Glutathione S-transferase μ-1 (GSTM1) is an enzyme that has a role in the detoxification of electrophiles, including xenobiotics and products of oxidative stress. In humans, the GSTM1(0) null allele deletion variant is highly prevalent and is associated with both an increase in oxidative stress and an increased risk/severity of a variety of diseases, including cancers, chronic kidney disease, hypertension, and coronary artery disease.Recently, we generated a Gstm1 knockout ( Gstm1 -/- ) mouse line on a 129S6 background. Using these animals, we demonstrated that the loss of GSTM1 resulted in increased oxidative stress and greater kidney injury with either subtotal nephrectomy-induced chronic kidney disease or angiotensin II-induced hypertension, in accordance with clinical data.Following myocardial infarction, reperfusion of the heart results in additional tissue damage that is also mediated by acute oxidative stress. Here, we used an ex vivo Langendorff-perfused heart model of acute cardiac ischemia-reperfusion injury (IRI).
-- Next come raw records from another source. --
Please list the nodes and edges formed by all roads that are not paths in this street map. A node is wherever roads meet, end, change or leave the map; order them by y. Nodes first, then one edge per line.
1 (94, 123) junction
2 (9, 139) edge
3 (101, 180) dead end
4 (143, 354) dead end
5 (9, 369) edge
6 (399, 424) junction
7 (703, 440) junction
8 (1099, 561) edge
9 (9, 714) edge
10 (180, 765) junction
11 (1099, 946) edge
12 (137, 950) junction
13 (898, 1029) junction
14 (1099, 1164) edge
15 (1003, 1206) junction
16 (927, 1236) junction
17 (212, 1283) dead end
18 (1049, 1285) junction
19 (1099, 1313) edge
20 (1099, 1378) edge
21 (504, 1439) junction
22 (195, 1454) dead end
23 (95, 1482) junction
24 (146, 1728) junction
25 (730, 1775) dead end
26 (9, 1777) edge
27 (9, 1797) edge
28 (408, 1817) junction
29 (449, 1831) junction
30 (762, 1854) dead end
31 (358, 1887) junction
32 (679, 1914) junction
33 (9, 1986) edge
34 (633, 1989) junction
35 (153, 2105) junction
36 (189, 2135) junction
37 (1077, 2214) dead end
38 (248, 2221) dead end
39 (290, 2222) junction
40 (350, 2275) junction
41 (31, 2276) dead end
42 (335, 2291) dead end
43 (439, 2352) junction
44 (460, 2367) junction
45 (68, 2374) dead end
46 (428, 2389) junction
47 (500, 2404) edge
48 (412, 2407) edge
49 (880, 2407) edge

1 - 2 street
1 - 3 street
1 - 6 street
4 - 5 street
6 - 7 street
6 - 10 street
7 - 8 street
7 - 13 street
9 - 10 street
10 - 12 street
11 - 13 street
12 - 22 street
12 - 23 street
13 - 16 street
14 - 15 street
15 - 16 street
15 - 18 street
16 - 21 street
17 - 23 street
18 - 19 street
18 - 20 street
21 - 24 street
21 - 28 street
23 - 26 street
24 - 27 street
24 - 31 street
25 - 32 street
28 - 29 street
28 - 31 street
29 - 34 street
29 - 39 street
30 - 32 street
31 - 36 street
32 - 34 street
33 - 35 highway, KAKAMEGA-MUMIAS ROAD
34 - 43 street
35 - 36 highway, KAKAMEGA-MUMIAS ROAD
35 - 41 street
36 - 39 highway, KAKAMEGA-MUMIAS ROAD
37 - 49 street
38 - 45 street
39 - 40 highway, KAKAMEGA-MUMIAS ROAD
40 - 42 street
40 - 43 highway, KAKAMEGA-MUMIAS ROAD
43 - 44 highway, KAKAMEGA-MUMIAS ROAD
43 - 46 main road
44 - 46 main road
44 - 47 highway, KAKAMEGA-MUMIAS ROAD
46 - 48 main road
Contrary to the expectation that hearts from Gstm1 -/- mice would be more susceptible to IRI, we found that the loss of the antioxidant enzyme GSTM1 was protective in males compared to age-matched wild-type controls. In contrast, the Gstm1 -/- genotype was deleterious in female hearts as expected.To explore the hypothesis that the loss of GSTM1 causes compensatory upregulation of other GSTs and that this effect varies based on both tissue and sex, we examined mRNA expression of α, θ, κ, μ, and π classes of Gst genes via qPCR and corresponding protein expression via HPLC and western blot. We found significant differences between male vs. female and heart vs. kidney in several GSTs both in their expression in wild-type mice and in the change in expression between wild-type and Gstm1 -/- mice. These results suggest that the severity of cardiac IRI may depend on the adaptive response mediated by genes encoding GST enzymes.